Saved data entries:
####################
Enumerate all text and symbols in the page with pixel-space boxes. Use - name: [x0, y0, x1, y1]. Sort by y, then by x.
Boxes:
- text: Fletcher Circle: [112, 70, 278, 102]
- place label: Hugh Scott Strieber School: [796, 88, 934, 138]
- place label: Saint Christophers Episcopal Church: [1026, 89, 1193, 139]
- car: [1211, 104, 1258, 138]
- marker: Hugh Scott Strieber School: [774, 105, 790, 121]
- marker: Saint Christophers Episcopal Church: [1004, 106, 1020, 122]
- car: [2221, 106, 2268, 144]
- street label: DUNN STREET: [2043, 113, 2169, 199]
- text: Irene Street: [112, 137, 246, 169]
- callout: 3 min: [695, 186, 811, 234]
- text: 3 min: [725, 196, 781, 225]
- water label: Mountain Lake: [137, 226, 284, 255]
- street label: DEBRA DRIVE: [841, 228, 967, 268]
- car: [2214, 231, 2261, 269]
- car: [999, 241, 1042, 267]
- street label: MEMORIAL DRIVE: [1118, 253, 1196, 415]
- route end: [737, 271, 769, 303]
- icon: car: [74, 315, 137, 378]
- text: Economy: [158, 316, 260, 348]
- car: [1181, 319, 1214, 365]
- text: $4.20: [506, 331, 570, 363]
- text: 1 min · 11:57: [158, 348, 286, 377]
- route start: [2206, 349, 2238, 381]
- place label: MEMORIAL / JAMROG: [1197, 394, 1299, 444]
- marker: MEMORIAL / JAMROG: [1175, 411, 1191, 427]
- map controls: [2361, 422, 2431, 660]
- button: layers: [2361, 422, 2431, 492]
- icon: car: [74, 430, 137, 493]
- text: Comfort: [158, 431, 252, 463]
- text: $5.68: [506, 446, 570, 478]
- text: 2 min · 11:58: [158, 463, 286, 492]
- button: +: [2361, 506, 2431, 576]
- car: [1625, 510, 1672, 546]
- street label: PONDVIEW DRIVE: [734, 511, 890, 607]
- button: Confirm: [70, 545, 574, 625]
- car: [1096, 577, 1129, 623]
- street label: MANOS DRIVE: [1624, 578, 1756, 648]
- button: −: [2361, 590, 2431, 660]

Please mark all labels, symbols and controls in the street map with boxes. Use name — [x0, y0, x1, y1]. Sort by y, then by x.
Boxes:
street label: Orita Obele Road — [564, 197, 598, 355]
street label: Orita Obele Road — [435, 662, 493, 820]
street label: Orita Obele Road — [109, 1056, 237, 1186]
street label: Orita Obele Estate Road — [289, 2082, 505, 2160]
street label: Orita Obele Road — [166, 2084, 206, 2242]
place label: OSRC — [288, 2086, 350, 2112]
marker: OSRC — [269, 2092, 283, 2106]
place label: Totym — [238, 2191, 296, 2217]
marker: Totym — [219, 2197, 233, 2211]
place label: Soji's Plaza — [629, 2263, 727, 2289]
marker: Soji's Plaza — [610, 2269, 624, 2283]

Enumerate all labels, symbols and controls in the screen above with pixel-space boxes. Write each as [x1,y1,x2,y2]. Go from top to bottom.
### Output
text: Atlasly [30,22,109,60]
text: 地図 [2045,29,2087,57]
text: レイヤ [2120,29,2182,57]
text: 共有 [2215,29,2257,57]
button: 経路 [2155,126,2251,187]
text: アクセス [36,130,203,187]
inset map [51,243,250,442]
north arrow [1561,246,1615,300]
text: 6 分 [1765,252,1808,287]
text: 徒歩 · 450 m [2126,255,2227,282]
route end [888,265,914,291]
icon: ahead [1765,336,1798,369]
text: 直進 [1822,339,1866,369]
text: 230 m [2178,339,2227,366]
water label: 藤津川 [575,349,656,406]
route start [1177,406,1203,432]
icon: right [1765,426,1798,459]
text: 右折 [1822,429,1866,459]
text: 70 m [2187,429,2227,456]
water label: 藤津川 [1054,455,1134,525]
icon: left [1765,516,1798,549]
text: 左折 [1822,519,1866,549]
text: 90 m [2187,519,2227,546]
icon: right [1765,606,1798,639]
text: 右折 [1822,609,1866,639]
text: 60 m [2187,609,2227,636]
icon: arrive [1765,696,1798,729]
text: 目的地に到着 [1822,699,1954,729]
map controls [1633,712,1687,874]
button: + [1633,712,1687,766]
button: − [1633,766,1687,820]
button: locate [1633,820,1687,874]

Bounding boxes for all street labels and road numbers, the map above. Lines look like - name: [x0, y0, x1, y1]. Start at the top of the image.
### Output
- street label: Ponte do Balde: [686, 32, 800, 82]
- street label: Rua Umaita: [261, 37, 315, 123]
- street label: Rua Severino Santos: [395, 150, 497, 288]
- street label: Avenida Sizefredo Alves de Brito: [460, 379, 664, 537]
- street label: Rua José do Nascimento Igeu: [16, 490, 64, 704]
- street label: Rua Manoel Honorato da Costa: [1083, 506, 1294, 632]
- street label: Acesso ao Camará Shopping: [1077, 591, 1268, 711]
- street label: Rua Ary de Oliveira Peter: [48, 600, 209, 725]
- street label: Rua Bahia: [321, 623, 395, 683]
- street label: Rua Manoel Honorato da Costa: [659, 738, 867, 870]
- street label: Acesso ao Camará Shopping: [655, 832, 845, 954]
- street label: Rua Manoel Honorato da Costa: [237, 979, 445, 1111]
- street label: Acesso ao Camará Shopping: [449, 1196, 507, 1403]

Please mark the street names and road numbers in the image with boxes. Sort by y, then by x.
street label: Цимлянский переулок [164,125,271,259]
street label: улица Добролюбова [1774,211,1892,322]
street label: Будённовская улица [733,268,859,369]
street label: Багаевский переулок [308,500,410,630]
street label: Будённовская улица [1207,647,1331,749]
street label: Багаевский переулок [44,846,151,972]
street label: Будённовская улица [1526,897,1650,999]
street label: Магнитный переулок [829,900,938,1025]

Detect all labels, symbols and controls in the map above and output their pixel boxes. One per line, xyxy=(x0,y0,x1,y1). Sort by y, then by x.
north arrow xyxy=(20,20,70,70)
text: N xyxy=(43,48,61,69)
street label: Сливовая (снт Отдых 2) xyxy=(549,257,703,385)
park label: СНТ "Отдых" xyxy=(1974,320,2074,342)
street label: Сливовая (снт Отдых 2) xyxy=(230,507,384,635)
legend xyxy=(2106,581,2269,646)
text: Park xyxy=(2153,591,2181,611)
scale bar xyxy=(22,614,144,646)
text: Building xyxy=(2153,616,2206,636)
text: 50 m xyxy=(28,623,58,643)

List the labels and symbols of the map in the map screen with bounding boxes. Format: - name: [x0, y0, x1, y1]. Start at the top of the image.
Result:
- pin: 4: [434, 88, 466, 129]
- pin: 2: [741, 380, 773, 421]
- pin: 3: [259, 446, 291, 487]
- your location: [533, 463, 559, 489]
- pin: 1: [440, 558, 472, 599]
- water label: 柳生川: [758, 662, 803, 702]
####################
> **TASK DESCRIPTION**:
Identify the lines above that contain the word "space", then copy them.

> **OUTPUT BELOW**:
Enumerate all text and symbols in the page with pixel-space boxes. Use - name: [x0, y0, x1, y1]. Sort by y, then by x.
Enumerate all labels, symbols and controls in the screen above with pixel-space boxes. Write each as [x1,y1,x2,y2]. Go from top to bottom.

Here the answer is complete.